### What the task requires
Look through the lines below and extract any with the word "Plain".

-------------------------

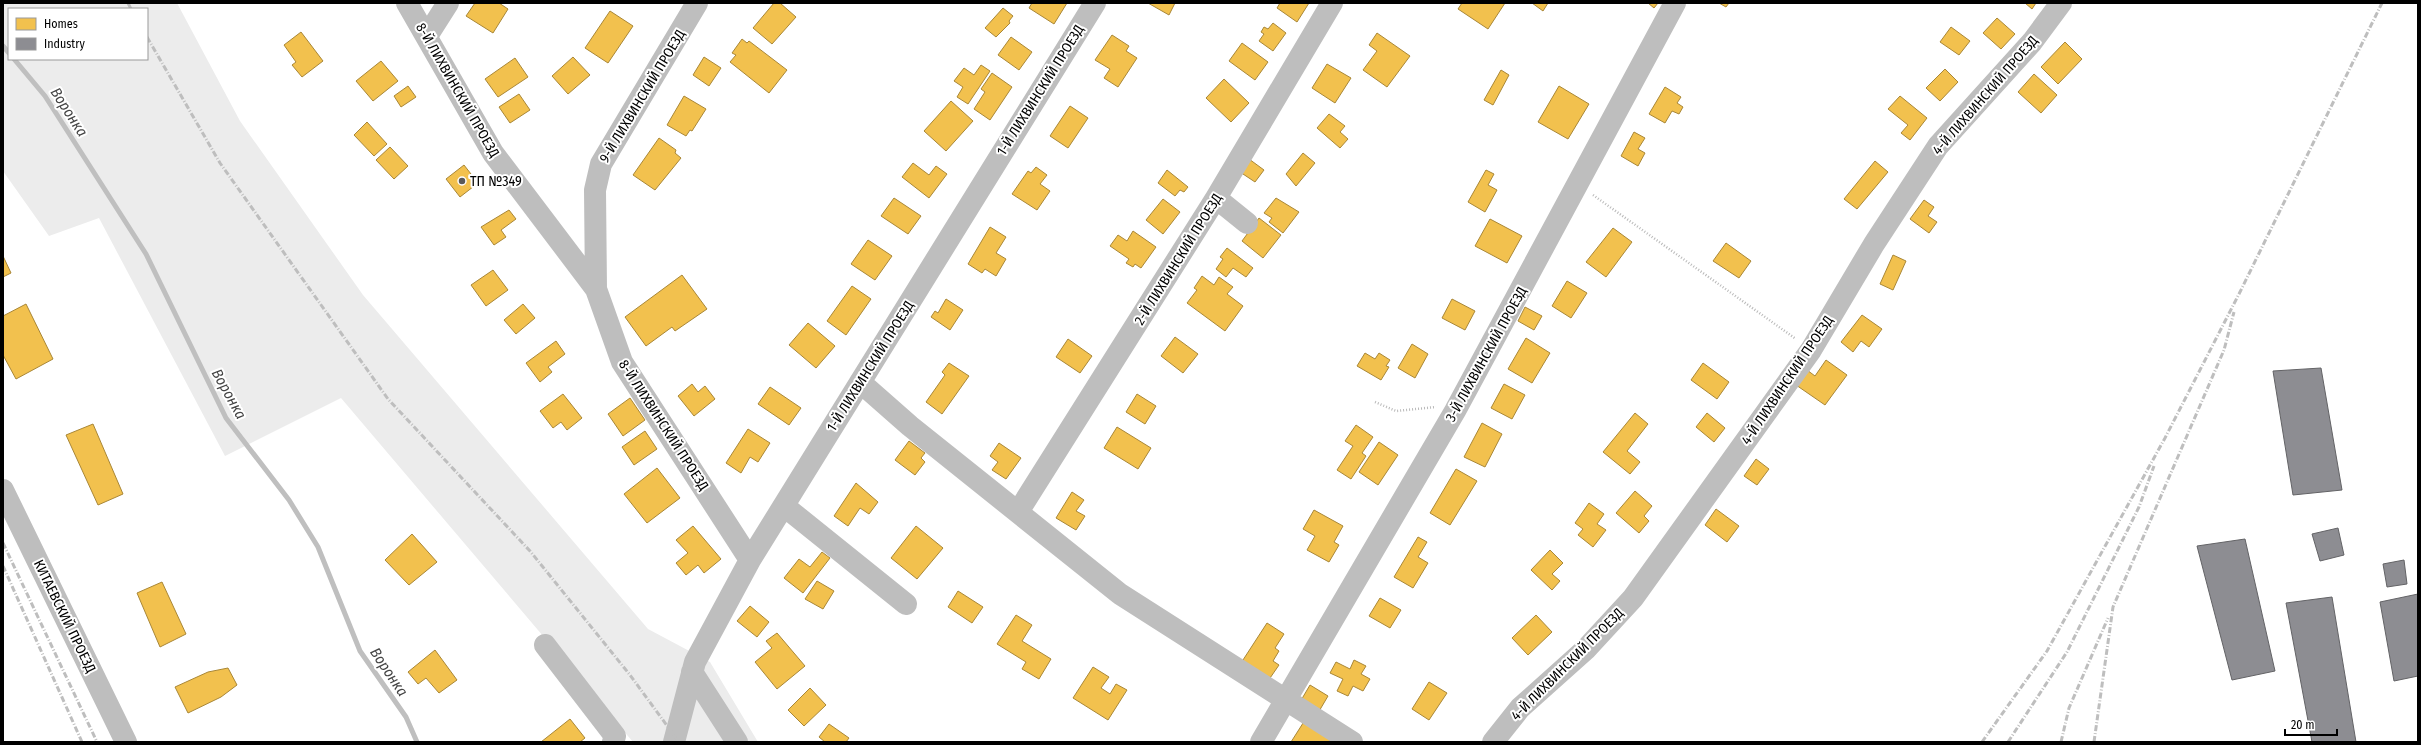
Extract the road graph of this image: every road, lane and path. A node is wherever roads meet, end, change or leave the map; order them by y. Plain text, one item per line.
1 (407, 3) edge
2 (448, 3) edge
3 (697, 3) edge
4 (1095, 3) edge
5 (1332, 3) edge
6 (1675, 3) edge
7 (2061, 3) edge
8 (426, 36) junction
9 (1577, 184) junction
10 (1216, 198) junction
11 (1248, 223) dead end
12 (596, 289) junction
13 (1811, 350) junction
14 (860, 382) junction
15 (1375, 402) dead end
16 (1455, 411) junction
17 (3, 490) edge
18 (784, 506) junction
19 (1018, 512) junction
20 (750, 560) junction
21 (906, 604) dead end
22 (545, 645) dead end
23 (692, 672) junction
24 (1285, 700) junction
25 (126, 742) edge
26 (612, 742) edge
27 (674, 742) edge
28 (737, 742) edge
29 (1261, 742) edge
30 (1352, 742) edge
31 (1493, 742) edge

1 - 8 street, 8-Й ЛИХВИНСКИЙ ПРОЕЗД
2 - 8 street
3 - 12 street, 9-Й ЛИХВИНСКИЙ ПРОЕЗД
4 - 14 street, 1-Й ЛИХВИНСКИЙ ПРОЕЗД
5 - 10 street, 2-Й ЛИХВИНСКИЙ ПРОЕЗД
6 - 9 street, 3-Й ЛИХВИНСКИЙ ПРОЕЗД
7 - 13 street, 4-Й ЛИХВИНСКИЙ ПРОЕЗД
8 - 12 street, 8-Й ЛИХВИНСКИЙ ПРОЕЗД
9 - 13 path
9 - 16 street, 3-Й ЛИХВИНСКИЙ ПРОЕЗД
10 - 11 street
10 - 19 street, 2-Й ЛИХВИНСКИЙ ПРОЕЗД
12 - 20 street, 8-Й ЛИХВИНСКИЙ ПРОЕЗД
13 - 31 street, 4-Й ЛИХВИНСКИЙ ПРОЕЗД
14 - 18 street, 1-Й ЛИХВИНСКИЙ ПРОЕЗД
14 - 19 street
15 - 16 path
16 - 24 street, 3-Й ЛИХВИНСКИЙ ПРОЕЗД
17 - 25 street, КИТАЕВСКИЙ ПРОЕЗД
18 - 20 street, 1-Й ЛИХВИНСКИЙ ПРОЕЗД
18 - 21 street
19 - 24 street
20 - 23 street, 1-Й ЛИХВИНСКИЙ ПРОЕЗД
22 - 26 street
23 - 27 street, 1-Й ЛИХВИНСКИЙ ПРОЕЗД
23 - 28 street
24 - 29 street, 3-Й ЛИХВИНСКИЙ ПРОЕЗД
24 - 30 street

-------------------------

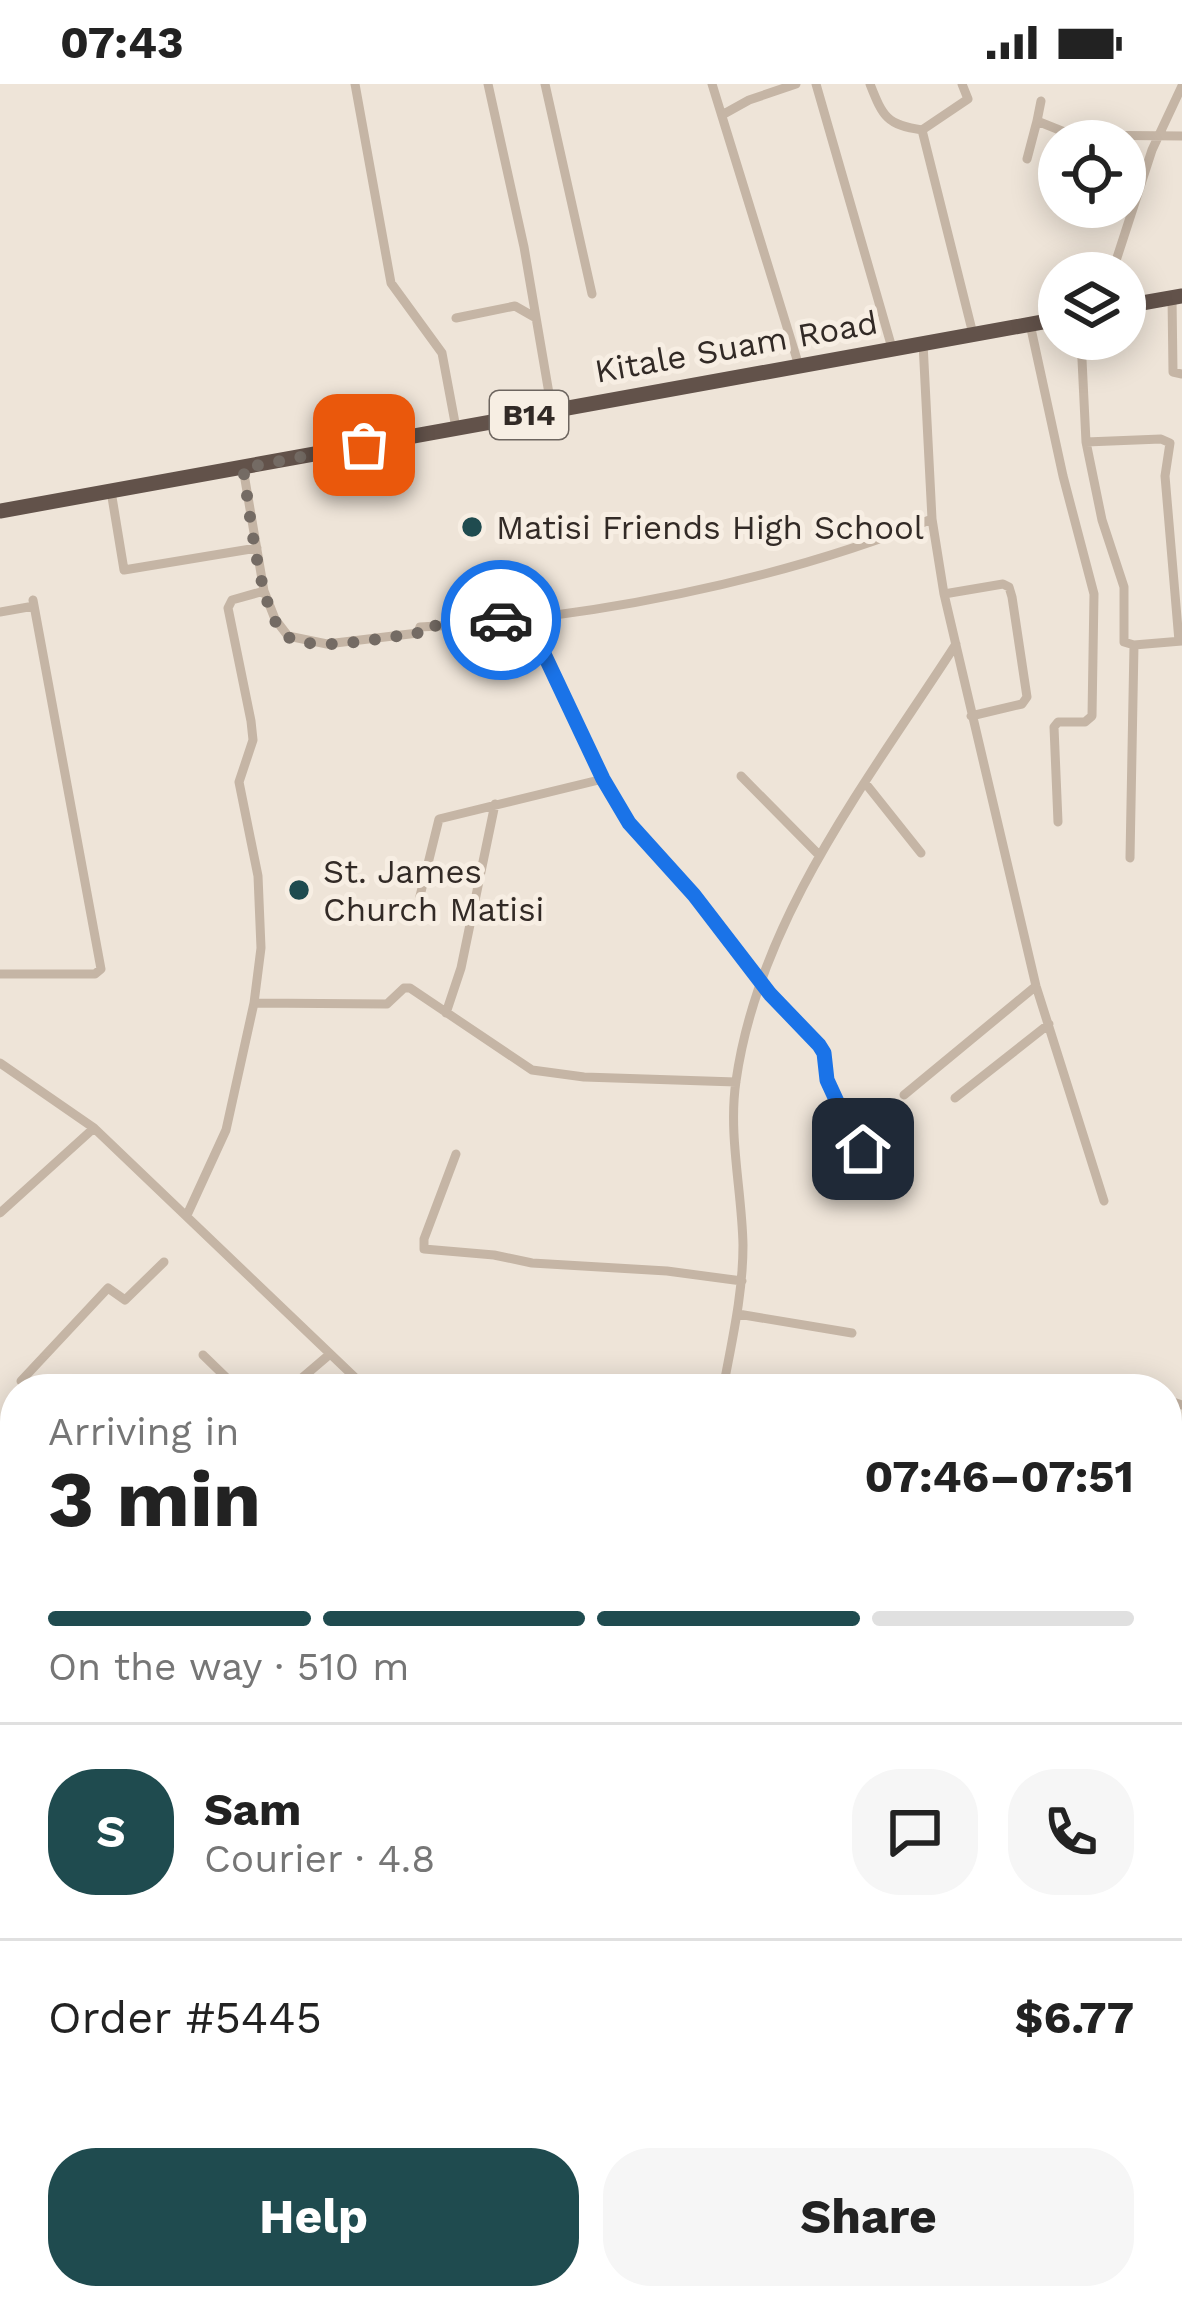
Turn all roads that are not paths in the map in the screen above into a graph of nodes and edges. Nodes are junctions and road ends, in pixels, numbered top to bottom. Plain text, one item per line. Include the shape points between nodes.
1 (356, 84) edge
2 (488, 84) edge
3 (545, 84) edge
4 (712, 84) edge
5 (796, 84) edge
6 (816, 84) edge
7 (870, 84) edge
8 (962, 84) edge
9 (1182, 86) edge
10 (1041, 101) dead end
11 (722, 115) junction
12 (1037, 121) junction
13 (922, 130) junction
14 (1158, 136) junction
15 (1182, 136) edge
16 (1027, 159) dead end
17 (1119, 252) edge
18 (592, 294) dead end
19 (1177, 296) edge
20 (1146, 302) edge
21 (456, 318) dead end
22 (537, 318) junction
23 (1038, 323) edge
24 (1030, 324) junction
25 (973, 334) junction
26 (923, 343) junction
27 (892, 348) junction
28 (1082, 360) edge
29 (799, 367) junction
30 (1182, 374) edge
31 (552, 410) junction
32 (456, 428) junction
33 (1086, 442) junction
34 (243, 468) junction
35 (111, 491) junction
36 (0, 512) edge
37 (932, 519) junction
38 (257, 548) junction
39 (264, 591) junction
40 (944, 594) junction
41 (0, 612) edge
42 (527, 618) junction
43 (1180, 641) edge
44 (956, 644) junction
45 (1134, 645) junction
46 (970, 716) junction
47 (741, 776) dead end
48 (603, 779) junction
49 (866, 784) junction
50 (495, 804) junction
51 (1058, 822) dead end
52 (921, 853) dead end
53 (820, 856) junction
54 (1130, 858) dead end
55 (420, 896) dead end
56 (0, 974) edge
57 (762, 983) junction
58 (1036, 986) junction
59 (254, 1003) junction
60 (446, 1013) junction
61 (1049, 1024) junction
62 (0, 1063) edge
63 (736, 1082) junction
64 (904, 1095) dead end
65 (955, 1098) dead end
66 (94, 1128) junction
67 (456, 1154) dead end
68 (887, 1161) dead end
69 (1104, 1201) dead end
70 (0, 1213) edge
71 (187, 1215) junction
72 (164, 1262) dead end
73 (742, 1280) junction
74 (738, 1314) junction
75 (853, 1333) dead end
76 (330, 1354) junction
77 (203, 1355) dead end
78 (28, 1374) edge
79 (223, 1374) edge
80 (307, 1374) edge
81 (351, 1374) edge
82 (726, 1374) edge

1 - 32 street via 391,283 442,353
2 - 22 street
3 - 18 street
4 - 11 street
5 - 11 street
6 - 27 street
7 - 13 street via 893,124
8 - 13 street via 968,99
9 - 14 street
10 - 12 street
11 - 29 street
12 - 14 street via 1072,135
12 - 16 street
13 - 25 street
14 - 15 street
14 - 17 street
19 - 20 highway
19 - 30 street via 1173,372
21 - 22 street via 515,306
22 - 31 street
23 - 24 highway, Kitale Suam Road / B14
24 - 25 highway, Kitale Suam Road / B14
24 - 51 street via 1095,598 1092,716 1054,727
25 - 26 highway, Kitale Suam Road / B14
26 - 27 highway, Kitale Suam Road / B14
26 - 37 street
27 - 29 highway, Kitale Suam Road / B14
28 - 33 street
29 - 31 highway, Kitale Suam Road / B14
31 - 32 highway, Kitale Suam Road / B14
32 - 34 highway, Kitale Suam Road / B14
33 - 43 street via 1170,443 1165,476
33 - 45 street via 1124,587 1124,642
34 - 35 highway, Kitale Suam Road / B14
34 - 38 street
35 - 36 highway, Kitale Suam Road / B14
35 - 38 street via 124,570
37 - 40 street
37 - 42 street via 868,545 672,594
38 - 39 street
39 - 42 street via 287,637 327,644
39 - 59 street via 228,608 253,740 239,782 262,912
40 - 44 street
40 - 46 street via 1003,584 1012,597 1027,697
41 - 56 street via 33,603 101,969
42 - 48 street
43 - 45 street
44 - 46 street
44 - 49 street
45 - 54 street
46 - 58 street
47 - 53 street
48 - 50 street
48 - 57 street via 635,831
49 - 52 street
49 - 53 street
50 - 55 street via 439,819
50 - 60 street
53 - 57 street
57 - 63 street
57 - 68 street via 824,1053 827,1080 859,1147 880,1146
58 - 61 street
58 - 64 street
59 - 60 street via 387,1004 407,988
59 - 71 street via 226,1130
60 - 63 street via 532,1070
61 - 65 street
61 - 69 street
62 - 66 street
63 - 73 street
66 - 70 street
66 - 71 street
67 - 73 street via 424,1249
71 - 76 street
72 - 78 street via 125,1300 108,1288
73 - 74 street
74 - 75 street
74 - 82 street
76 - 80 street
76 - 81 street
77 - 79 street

-------------------------

### Answer area
Extract the road graph of this image: every road, lane and path. A node is wherever roads meet, end, change or leave the map; order them by y. Plain text, one item per line.
Turn all roads that are not paths in the map in the screen above into a graph of nodes and edges. Nodes are junctions and road ends, in pixels, numbered top to bottom. Plain text, one item per line. Include the shape points between nodes.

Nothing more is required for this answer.